Massimiliano Allegri : Entraîneur de la Juventus Turin



"Je veux féliciter mes joueurs pour ce qu'ils ont fait cette saison. Nous avons gagné la Coupe, le Championnat et nous avons atteint la finale de la Ligue des champions. (...) Nous avons d'abord bien joué en première période, puis le Real a appuyé sur l'accélérateur. Nous savions que nous jouions contre une superbe équipe. Certains ont dit qu'ils étaient chanceux d'être là: ce n'est pas vrai.

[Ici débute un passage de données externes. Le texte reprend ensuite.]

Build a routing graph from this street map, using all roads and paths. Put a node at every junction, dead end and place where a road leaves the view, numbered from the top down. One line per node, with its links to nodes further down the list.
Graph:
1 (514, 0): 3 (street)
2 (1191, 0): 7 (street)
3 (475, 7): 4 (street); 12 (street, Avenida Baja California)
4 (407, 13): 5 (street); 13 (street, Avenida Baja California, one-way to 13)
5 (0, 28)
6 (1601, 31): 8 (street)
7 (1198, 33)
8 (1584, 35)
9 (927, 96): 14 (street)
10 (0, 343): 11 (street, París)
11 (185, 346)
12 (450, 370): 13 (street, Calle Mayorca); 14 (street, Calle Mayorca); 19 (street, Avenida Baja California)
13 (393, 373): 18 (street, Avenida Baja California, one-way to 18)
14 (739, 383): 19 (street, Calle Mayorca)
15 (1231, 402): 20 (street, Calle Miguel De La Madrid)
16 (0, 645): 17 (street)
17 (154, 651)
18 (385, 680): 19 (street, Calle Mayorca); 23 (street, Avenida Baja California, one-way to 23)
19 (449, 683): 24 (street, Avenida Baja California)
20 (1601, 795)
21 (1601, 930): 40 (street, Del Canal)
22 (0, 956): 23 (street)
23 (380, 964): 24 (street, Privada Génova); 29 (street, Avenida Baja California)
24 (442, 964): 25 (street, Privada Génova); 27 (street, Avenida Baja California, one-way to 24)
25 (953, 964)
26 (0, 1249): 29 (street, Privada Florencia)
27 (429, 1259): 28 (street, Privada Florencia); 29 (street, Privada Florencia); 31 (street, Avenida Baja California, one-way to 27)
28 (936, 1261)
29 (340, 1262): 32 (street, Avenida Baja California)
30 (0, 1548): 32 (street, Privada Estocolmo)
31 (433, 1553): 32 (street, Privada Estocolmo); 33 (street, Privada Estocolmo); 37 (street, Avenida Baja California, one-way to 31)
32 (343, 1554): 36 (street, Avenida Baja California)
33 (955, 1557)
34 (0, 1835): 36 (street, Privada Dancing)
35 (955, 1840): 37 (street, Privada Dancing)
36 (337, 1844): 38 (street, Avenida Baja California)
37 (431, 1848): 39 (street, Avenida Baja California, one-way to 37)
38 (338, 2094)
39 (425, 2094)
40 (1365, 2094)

Avec un joueur (Ronaldo) qui marque autant de buts, qui vise le Ballon d'or, c'est un avantage. (...) Nous aurions dû rester dans le match et revenir, c'est la seule critique que je peux faire. Le Real a très bien joué en défense, ce n'était pas facile pour mes attaquants de passer et il faut dire que Dybala jouait sa première finale.(...) Nous devons nous améliorer dans la gestion du jeu, quand accélérer et quand ralentir. Mais je suis fier de la première mi-temps. (...) La "Juve" n'a pas atteint une fin de cycle. Buffon et Barzagli seront encore là la saison prochaine, et ont encore beaucoup à donner. Le club sait ce qu'il faut apporter à l'équipe la saison prochaine. (...) Non, je n'étais pas surpris par le Real. J'étais surpris que certains nous présentent comme favoris. Nous avons manqué de chance (en première période). Nous avons fait des erreurs car quand le Real a commencé à pousser, nous n'avons pas su résister. Nous n'avons pas su prendre l'avantage et Pjanic a été blessé et nous avons pris deux buts rapides. Nous n'avons pas sur réagir.(...) Nous avions réussi à le faire contre le Barça, nous n'avons pas sur le faire contre le Real. Le Real a des joueurs qui ont joué quatre ou cinq finales, la Juventus n'a pas cette expérience. Si nous recevons les renforts de quelques joueurs, alors nous pourrons nous battre pour gagner l'année prochaine."